The effigy of Marianne in front of the Assemblée Nationale, the Marianne of diversity. Marianne is the unifying symbol of the Republic. No-one really expected it.
The third best memory was the French-German Friendship Treaty. German and French deputies gathered in Versailles. Both countries had historical confrontations. There couldn’t be a Europe without reconciliation. It was great moment and a memory he still remembers.
The Constitutional Council.
When he arrived, the Council was making 10 rulings a year. When he left, this number had risen up to 180. These numbers sum up all the work done. And he is proud he took part to the defence of the constitutional freedom of our country.
I inherited the Republic and I descend from a Jewish great-great grand-father.
The Republic gave his parents a civil status and he is thankful for that.
I come from a family who was friends with a painter who was friends with Émile Zola (Dreyfus). My family was in the Resistance during the war.

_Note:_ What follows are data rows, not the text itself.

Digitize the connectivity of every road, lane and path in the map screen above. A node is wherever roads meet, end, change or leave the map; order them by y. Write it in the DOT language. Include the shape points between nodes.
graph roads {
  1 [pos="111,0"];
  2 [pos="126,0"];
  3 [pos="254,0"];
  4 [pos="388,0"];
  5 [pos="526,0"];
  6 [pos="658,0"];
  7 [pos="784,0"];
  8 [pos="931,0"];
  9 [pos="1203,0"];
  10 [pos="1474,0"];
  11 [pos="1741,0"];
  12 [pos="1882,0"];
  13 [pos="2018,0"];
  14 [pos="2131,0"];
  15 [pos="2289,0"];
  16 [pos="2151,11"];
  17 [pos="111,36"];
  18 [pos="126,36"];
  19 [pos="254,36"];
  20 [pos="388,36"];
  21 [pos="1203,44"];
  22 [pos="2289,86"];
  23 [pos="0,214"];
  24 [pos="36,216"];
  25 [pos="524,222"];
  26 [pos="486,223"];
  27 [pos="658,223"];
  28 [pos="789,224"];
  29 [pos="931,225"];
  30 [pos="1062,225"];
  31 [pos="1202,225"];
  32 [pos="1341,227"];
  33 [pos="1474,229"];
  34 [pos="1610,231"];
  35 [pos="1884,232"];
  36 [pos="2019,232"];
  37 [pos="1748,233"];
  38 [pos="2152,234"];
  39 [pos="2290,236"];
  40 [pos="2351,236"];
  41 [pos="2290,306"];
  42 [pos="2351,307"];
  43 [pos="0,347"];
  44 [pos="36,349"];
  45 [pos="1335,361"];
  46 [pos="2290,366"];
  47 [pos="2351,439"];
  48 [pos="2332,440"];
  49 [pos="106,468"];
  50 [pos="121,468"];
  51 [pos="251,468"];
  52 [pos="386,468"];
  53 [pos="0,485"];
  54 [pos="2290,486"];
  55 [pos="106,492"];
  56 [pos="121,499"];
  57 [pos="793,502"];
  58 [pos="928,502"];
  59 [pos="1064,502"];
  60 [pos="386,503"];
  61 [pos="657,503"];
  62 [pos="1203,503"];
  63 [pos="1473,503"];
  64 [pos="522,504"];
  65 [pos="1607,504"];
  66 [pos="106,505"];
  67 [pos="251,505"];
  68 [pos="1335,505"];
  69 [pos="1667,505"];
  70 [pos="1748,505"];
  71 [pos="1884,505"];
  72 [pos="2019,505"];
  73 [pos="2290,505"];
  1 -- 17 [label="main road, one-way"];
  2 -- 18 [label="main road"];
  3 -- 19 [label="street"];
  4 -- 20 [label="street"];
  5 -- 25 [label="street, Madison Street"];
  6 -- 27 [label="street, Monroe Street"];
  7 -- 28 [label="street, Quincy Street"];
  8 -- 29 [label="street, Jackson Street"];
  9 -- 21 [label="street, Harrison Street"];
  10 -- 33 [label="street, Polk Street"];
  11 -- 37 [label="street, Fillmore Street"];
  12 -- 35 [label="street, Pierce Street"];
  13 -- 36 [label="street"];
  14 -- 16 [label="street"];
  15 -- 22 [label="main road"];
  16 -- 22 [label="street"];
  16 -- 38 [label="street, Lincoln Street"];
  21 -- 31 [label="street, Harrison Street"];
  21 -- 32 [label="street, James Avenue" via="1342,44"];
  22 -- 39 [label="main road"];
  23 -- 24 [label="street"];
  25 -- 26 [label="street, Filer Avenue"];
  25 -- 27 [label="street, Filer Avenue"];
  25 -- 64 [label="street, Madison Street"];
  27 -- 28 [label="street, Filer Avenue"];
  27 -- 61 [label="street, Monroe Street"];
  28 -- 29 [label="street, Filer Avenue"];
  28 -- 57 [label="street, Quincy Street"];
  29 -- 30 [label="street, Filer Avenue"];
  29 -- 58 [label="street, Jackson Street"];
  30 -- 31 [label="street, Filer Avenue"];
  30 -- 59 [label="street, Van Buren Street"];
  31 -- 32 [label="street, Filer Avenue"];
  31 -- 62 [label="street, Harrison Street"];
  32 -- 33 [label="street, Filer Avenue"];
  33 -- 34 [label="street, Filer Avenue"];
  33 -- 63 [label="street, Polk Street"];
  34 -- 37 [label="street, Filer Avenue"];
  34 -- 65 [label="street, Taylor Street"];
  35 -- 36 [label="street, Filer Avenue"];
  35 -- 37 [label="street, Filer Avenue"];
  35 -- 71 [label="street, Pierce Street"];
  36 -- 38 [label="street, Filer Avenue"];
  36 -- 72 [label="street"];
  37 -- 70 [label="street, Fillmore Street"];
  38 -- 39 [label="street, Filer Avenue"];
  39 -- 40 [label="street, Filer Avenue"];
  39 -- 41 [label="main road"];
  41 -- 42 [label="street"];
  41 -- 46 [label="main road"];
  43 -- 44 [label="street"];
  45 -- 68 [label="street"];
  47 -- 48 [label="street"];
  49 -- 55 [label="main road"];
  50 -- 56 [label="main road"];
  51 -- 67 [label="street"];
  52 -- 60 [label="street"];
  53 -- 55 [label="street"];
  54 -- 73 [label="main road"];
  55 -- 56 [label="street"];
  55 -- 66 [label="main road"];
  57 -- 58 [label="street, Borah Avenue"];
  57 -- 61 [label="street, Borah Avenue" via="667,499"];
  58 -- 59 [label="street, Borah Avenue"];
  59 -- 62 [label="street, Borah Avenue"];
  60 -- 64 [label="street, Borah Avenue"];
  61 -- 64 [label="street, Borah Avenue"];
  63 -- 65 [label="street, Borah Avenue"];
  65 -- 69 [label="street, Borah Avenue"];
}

I’m the result of all this and it’s great to have a chance to share this. It’s not difficult to be who I am. I’m happy.
After terrorist attacks, it was necessary to look for the truth and to avoid amalgams. Reality relies on facts and not on media manipulations. We have to face the fact that behind terrorism, the goal of Islamists is to destroy laicity. The goal of a religion is not to mould individuals.
Terrorism wants us to recognise there is only one religion and uses terror to impose its vision of the world.
The role of the republican State is to guarantee the rights and freedoms.
The role of the Republic is to reduce inequalities, guarantee security, education and training.
Full-face veils don’t match republican values. This is why Jean-Louis Debré has always refused to talk in presence of such clothing.
To build Europe, we need tax harmonisation and labour law harmonisation. The single currency is what it is. It’s real and we must get used to it but it isn’t normal to see citizens settle in other European countries to escape taxes.
As always, at the end of the interview, there’s a little questionnaire for our guest.
A dream: Act in a theatre play or in a film. Politics are a show.
Gastronomy: I’m happy with pasta and a little basil and olive oil.
I love spice. I put spice on everything.
I love lamb carry from the Réunion Island and I’m fond of sauerkraut.